6 Gedanken zu “„Es gibt kein Recht auf Nazi-Propaganda“

  • Roland

    Dreifaltigkeit: Sauberkeit – Reinheit – Ordnung

    Hat der Herr Pfarrer einmal darüber nachgedacht was so ein symbolisches Reinigen und Saubermachen bedeutet?
    https://www.youtube.com/watch?v=g2j12MndRZw
    Mich erinnert diese christliche Symbolpolitik eher an Menschenfeindlichkeit a la „Besen vor die Tür“ stellen http://antizig.blogsport.de/2011/04/27/antiziganistische-symbollehre-der-besen-vor-der-tuer als an linke Strukturfeindlichkeit.

  • Dora

    Frage an Roland: Was hätte er denn sonst machen sollen? Etwa einen Exorzismus durchführen? Manchen kann man bei all der uns umgebenden Symbolpolitik eben gar nichts recht machen!

  • Roland

    Hallo Dora,

    Assoziationen vom „Sauberen“ und „Reinen“ werden mit solchen Inszenierung bewusst angetriggert. Was solche sauber – schmutzig, wert -unwert Vorstellungen für Fehlschlüsse und tragische Folgen haben ist uns ja hoffentlich allen bewusst. Solch eine Rhetorik, solche Bilder und Metaphern zu nutzen verbietet sich als emanzipativer Mensch von selbst.
    Wenn einem also was besseres nicht einfällt, dann lässt man die Finger besser von solchen Aktionsformen.

    so long
    Roland

  • Tom

    Apropos „emanzipativer Mensch“, Roland:

    @Roland: Dir sollte als aufgeklärter Mensch klar sein, daß es einen Unterschied macht, ob man wegen anderer Menschen einen Besen vor die Tür stellt, oder selbst zum Besen greifen will. Ersteres ist Rassismus, zweiteres – in diesem Fall – ein politischer Reinheitsfimmel oder auch einfach nur: Voodoo-Kacke. Die haben ja wirklich geputzt und nicht einen Besen auf den Platz gestellt. Und wie du das mit „wert/unwert“ in Verbindung bringst, ist freie Assoziation und könnte man auch als Instrumentalisierung vergangener Schicksale interpretieren.
    Der einzige, der bis jetzt – sich dessen bewußt oder unbewußt? – hat triggern lassen, bist Du, Roland.

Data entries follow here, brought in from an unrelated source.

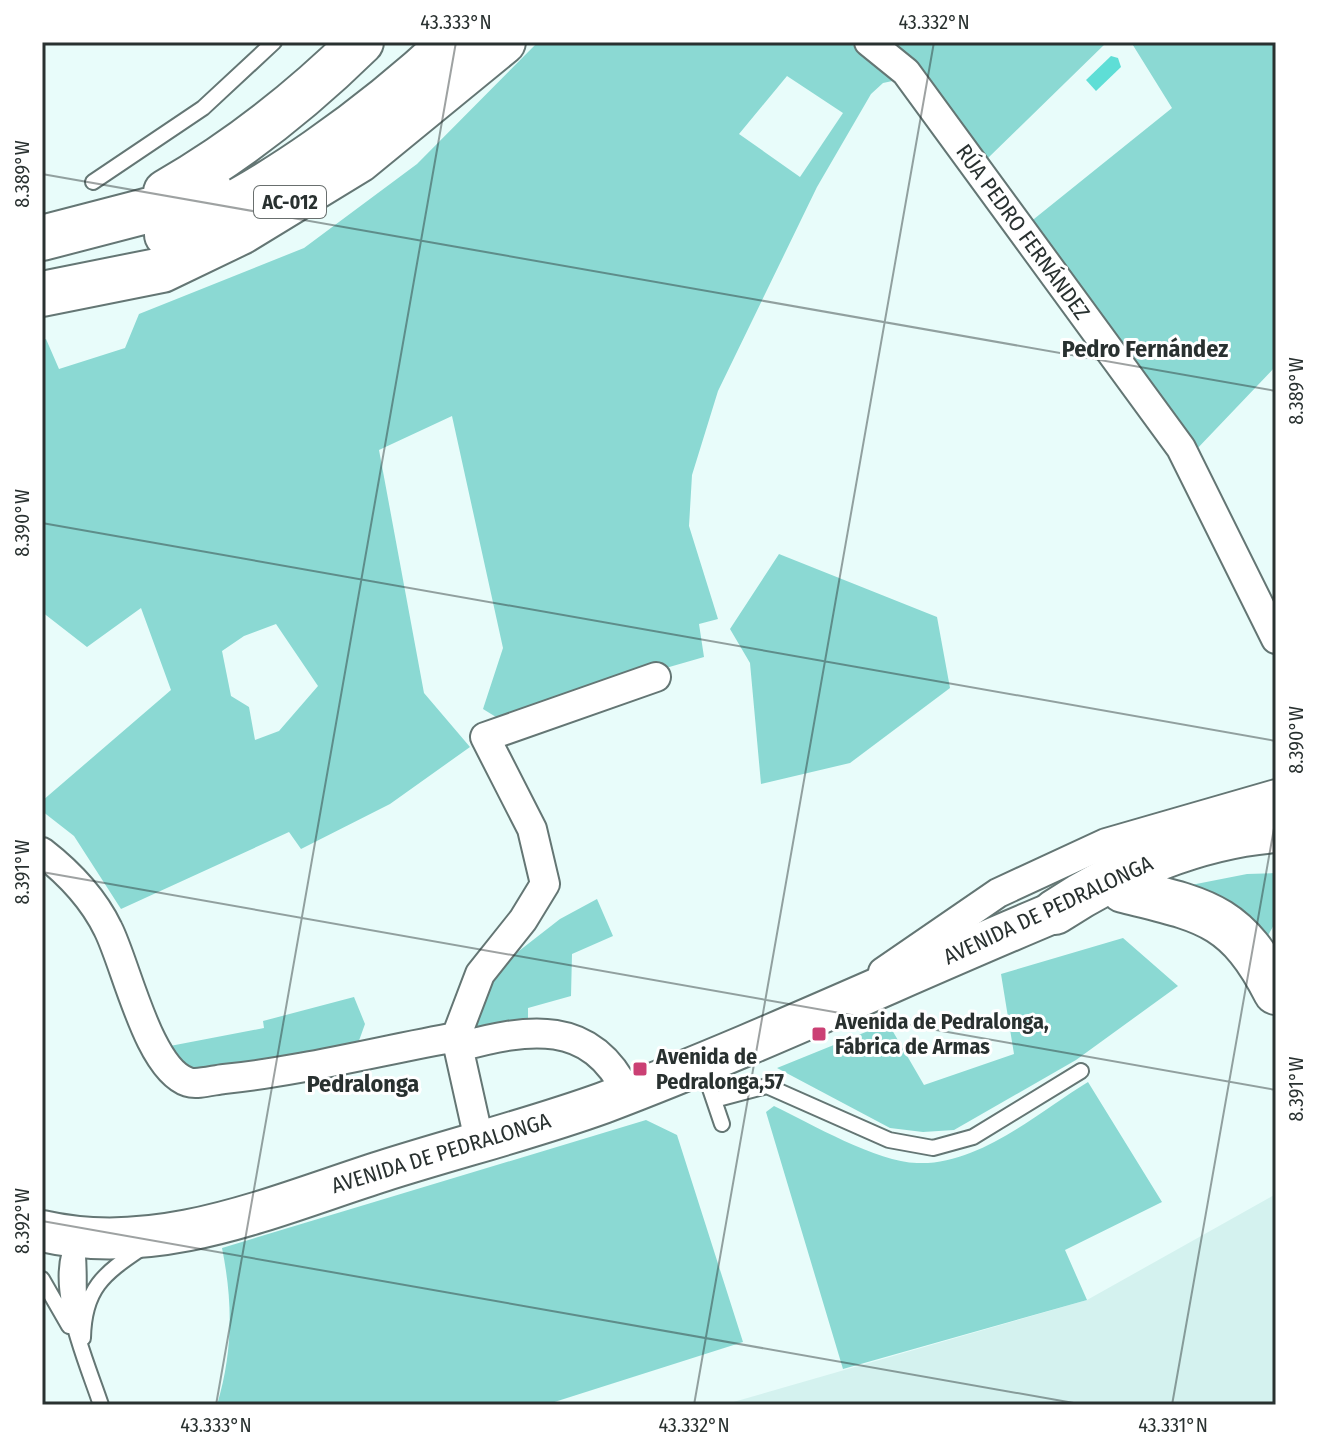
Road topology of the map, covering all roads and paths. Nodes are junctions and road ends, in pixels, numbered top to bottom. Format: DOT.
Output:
graph roads {
  1 [pos="274,42"];
  2 [pos="361,42"];
  3 [pos="411,42"];
  4 [pos="452,42"];
  5 [pos="503,42"];
  6 [pos="871,43"];
  7 [pos="93,182"];
  8 [pos="129,213"];
  9 [pos="42,238"];
  10 [pos="42,284"];
  11 [pos="42,294"];
  12 [pos="1276,639"];
  13 [pos="656,677"];
  14 [pos="1276,794"];
  15 [pos="1276,830"];
  16 [pos="42,852"];
  17 [pos="1276,854"];
  18 [pos="1123,890"];
  19 [pos="1055,912"];
  20 [pos="1276,992"];
  21 [pos="827,1011"];
  22 [pos="458,1042"];
  23 [pos="1081,1071"];
  24 [pos="708,1082"];
  25 [pos="627,1093"];
  26 [pos="722,1124"];
  27 [pos="479,1140"];
  28 [pos="59,1235"];
  29 [pos="160,1237"];
  30 [pos="42,1279"];
  31 [pos="83,1350"];
  32 [pos="101,1405"];
  1 -- 7 [label="lane"];
  2 -- 8 [label="main road, AC-012"];
  3 -- 8 [label="main road, AC-012"];
  4 -- 10 [label="main road, AC-012"];
  5 -- 11 [label="main road, AC-012"];
  6 -- 12 [label="street, RÚA PEDRO FERNÁNDEZ"];
  8 -- 9 [label="main road, AC-012"];
  13 -- 22 [label="street"];
  14 -- 21 [label="street, AVENIDA DE PEDRALONGA"];
  15 -- 19 [label="main road, AVENIDA DE PEDRALONGA"];
  16 -- 22 [label="street"];
  17 -- 18 [label="main road"];
  18 -- 19 [label="main road"];
  18 -- 20 [label="main road"];
  19 -- 21 [label="street, AVENIDA DE PEDRALONGA"];
  21 -- 24 [label="street, AVENIDA DE PEDRALONGA"];
  22 -- 25 [label="street"];
  22 -- 27 [label="street"];
  23 -- 24 [label="lane"];
  24 -- 25 [label="street, AVENIDA DE PEDRALONGA"];
  24 -- 26 [label="lane"];
  25 -- 27 [label="street, AVENIDA DE PEDRALONGA"];
  27 -- 29 [label="street, AVENIDA DE PEDRALONGA"];
  28 -- 29 [label="street, AVENIDA DE PEDRALONGA"];
  28 -- 31 [label="lane"];
  29 -- 31 [label="lane"];
  30 -- 31 [label="lane"];
  31 -- 32 [label="lane"];
}
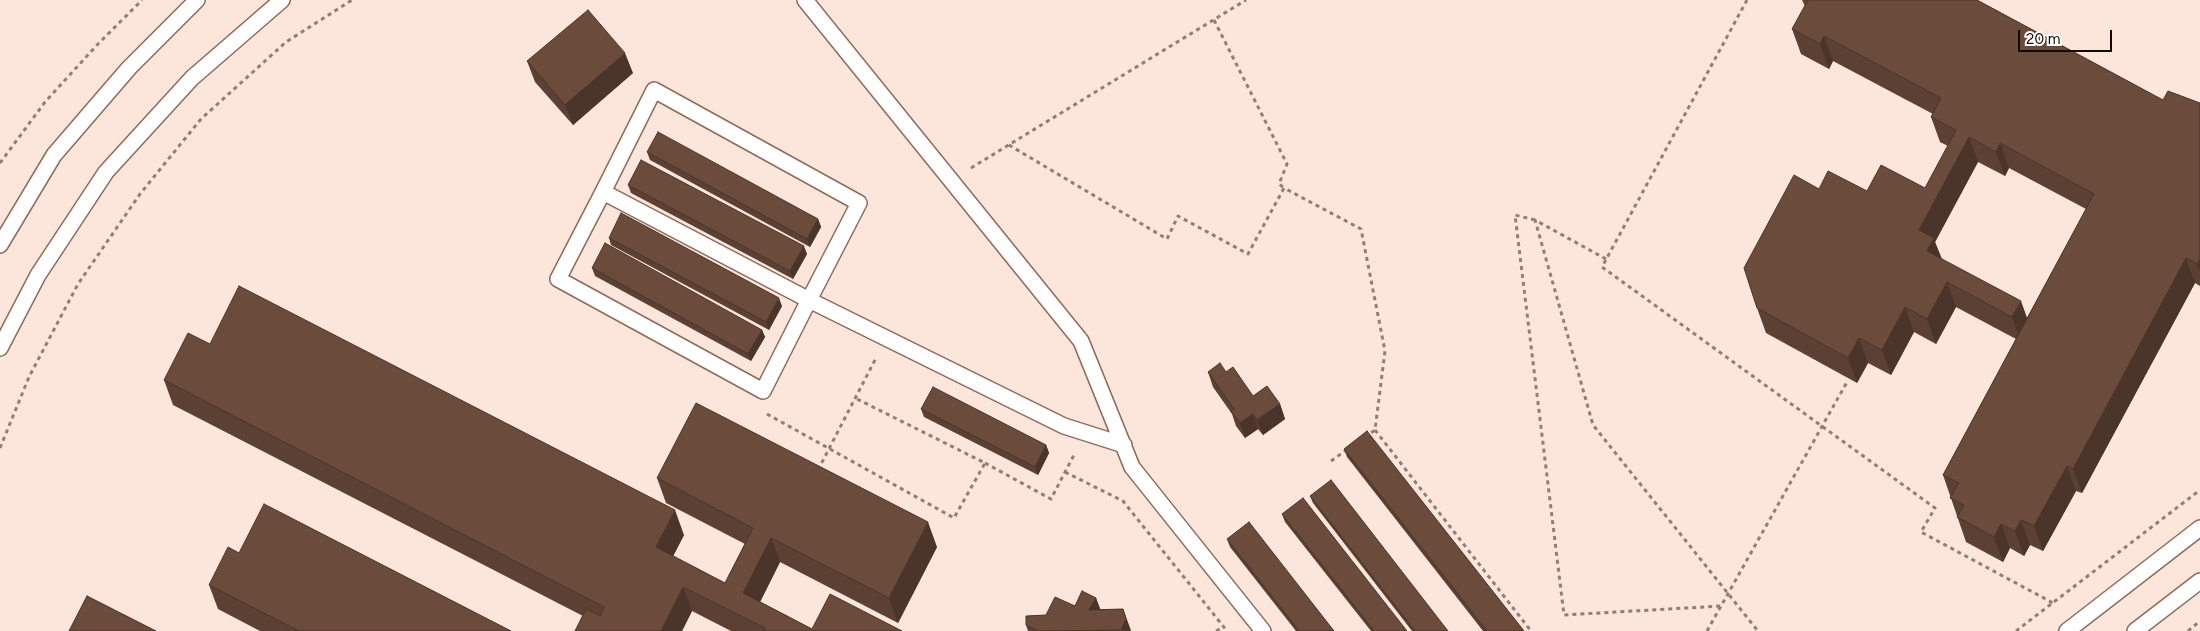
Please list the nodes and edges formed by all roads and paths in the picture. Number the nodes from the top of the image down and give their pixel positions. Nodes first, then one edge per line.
1 (142, 0) edge
2 (197, 0) edge
3 (282, 0) edge
4 (352, 0) edge
5 (805, 0) edge
6 (1246, 0) edge
7 (1748, 0) edge
8 (1214, 20) junction
9 (1009, 145) junction
10 (0, 163) edge
11 (951, 180) junction
12 (1284, 188) junction
13 (603, 192) junction
14 (1535, 220) junction
15 (0, 245) edge
16 (1606, 259) junction
17 (809, 300) junction
18 (887, 338) junction
19 (0, 348) edge
20 (1847, 382) edge
21 (855, 398) junction
22 (760, 410) dead end
23 (1822, 427) junction
24 (1375, 430) junction
25 (1086, 433) junction
26 (1360, 440) edge
27 (1124, 445) junction
28 (1353, 446) edge
29 (0, 448) edge
30 (830, 448) junction
31 (1331, 461) dead end
32 (985, 463) junction
33 (1065, 472) junction
34 (816, 474) edge
35 (2200, 490) edge
36 (2200, 528) edge
37 (2200, 581) edge
38 (1728, 594) junction
39 (2053, 604) junction
40 (1721, 606) junction
41 (2200, 622) edge
42 (1227, 631) edge
43 (1263, 631) edge
44 (1531, 631) edge
45 (1707, 631) edge
46 (1758, 631) edge
47 (2016, 631) edge
48 (2067, 631) edge
49 (2136, 631) edge
50 (2188, 631) edge

1 - 10 path
2 - 15 lane
3 - 19 lane
4 - 29 path
5 - 11 lane
6 - 8 path
7 - 16 path
8 - 9 path
8 - 12 path
9 - 11 path
9 - 12 path
11 - 27 lane
12 - 24 path
13 - 17 lane
13 - 17 lane
13 - 17 lane
14 - 16 path
14 - 38 path
14 - 40 path
16 - 23 path
17 - 18 lane
18 - 21 path
18 - 25 lane
20 - 23 path
21 - 30 path
21 - 32 path
22 - 30 path
23 - 38 path
23 - 39 path
24 - 26 path
24 - 44 path
25 - 27 lane
25 - 33 path
27 - 43 lane
28 - 31 path
30 - 32 path
30 - 34 path
32 - 33 path
33 - 42 path
35 - 39 path
36 - 48 lane
37 - 49 lane
38 - 40 path
38 - 46 path
39 - 47 path
40 - 45 path
41 - 50 path

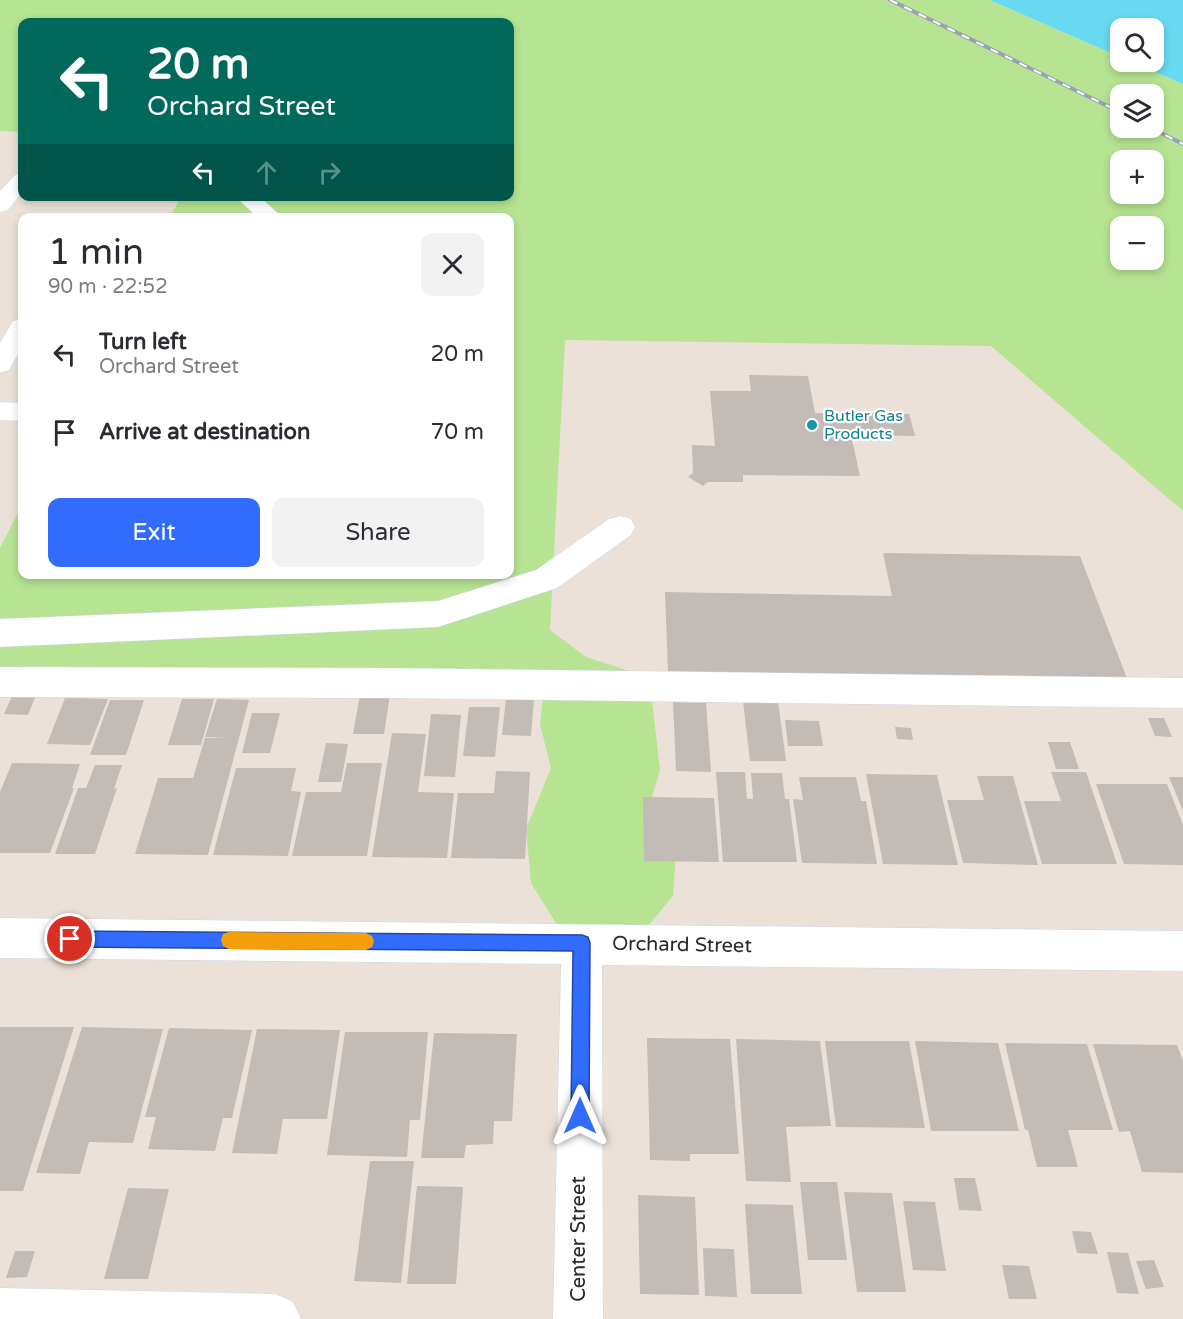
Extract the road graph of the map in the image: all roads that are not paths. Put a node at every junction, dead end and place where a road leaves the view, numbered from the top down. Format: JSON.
{"nodes":[{"id":1,"x":18,"y":185,"type":"edge"},
{"id":2,"x":251,"y":201,"type":"edge"},
{"id":3,"x":0,"y":206,"type":"edge"},
{"id":4,"x":266,"y":213,"type":"edge"},
{"id":5,"x":18,"y":334,"type":"edge"},
{"id":6,"x":0,"y":364,"type":"edge"},
{"id":7,"x":0,"y":411,"type":"edge"},
{"id":8,"x":18,"y":412,"type":"edge"},
{"id":9,"x":620,"y":527,"type":"dead end"},
{"id":10,"x":0,"y":633,"type":"edge"},
{"id":11,"x":0,"y":682,"type":"edge"},
{"id":12,"x":1183,"y":693,"type":"edge"},
{"id":13,"x":0,"y":938,"type":"edge"},
{"id":14,"x":582,"y":943,"type":"junction"},
{"id":15,"x":1183,"y":951,"type":"edge"},
{"id":16,"x":0,"y":1313,"type":"edge"},
{"id":17,"x":276,"y":1319,"type":"edge"},
{"id":18,"x":578,"y":1319,"type":"edge"}],
"edges":[{"from":1,"to":3,"type":"street"},
{"from":2,"to":4,"type":"street"},
{"from":5,"to":6,"type":"street"},
{"from":7,"to":8,"type":"street"},
{"from":9,"to":10,"type":"street"},
{"from":11,"to":12,"type":"street"},
{"from":13,"to":14,"type":"street","name":"Orchard Street"},
{"from":14,"to":15,"type":"street","name":"Orchard Street"},
{"from":14,"to":18,"type":"street","name":"Center Street"},
{"from":16,"to":17,"type":"street"}]}
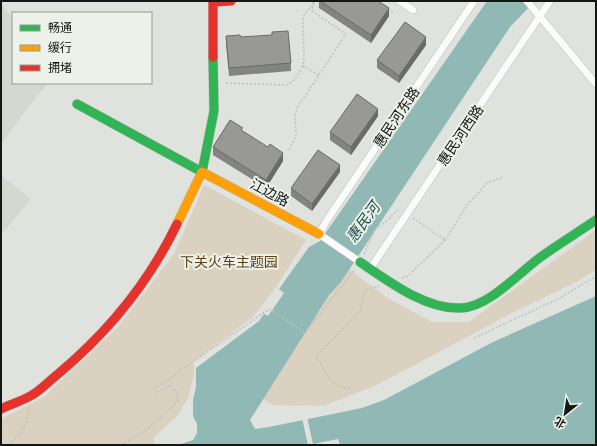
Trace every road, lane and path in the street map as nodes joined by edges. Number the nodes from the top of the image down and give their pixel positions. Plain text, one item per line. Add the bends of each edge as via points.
1 (231, 1) edge
2 (312, 1) edge
3 (316, 1) edge
4 (400, 1) edge
5 (474, 1) edge
6 (527, 1) edge
7 (550, 1) edge
8 (313, 5) junction
9 (387, 9) edge
10 (413, 10) dead end
11 (393, 13) dead end
12 (538, 15) junction
13 (303, 66) junction
14 (319, 75) junction
15 (226, 84) dead end
16 (596, 84) edge
17 (77, 104) dead end
18 (289, 150) dead end
19 (202, 172) junction
20 (503, 176) dead end
21 (406, 215) junction
22 (596, 220) edge
23 (319, 234) junction
24 (445, 240) junction
25 (360, 262) junction
26 (370, 269) dead end
27 (596, 276) edge
28 (391, 282) junction
29 (474, 338) dead end
30 (350, 389) dead end
31 (30, 407) dead end
32 (1, 409) edge
33 (9, 445) edge
34 (121, 445) edge

1 - 19 street via 213,2 214,111
2 - 8 path
3 - 8 path
4 - 10 street
5 - 23 street, 惠民河东路
6 - 12 street
7 - 12 street, 惠民河西路
8 - 13 path via 303,18
8 - 14 path via 312,11 346,34
9 - 11 path
12 - 16 street
12 - 21 street, 惠民河西路
13 - 14 path
13 - 15 path via 287,84
14 - 18 path via 297,108 296,136
17 - 19 street, 江边路
19 - 23 street, 江边路
19 - 32 street via 166,246 138,289 105,330 71,363 32,395
20 - 24 path via 487,183 468,204
21 - 24 path
21 - 25 path via 397,210 375,229
21 - 26 street, 惠民河西路
22 - 28 street, 江边路 via 537,260 486,300 463,308 442,306 419,298
23 - 25 street, 江边路
24 - 28 path via 408,276
25 - 28 street, 江边路
25 - 34 path via 305,333 269,309 154,389 156,393 170,385 177,392 178,401 146,430
27 - 29 path via 558,299
28 - 30 path via 366,290 360,311 316,356 330,380 337,386
31 - 33 path via 24,428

    @ Dora: die Aktion kommt einem Exorzismus schon ziemlich nahe. Für einen evangelische Pfarrer eher eine peinliche Aktion.

  • Roland

    @ Tom, merkst Du eigentlich was?
    Es gleicht einem Exorzismus, hat aber keinen Einordnungscharakter von gut/wert und böse/unwert.

    Aber schön, das du auch was zur Diskussion beigetragen hast.

  • Tom

    @ Roland
    OK, vielleicht nicht gerade strukturiert, mein Beitrag.
    Das mit dem Exorzismus hat gar nix mit Dir zu tun, sondern bezog sich auf Doras Frage.

    Du stellst eine Verbindung her zwischen „symbolisches Reinigen und Saubermachen“ und „Menschenfeindlichkeit a la ‚Besen vor die Tür‘ stellen“. Das kritisiere ich als frei assoziieren.
    Das „symbolisches Reinigen und Saubermachen“ von Pfarrer Wessel ist für mich in erster Linie Voodoo-Kacke.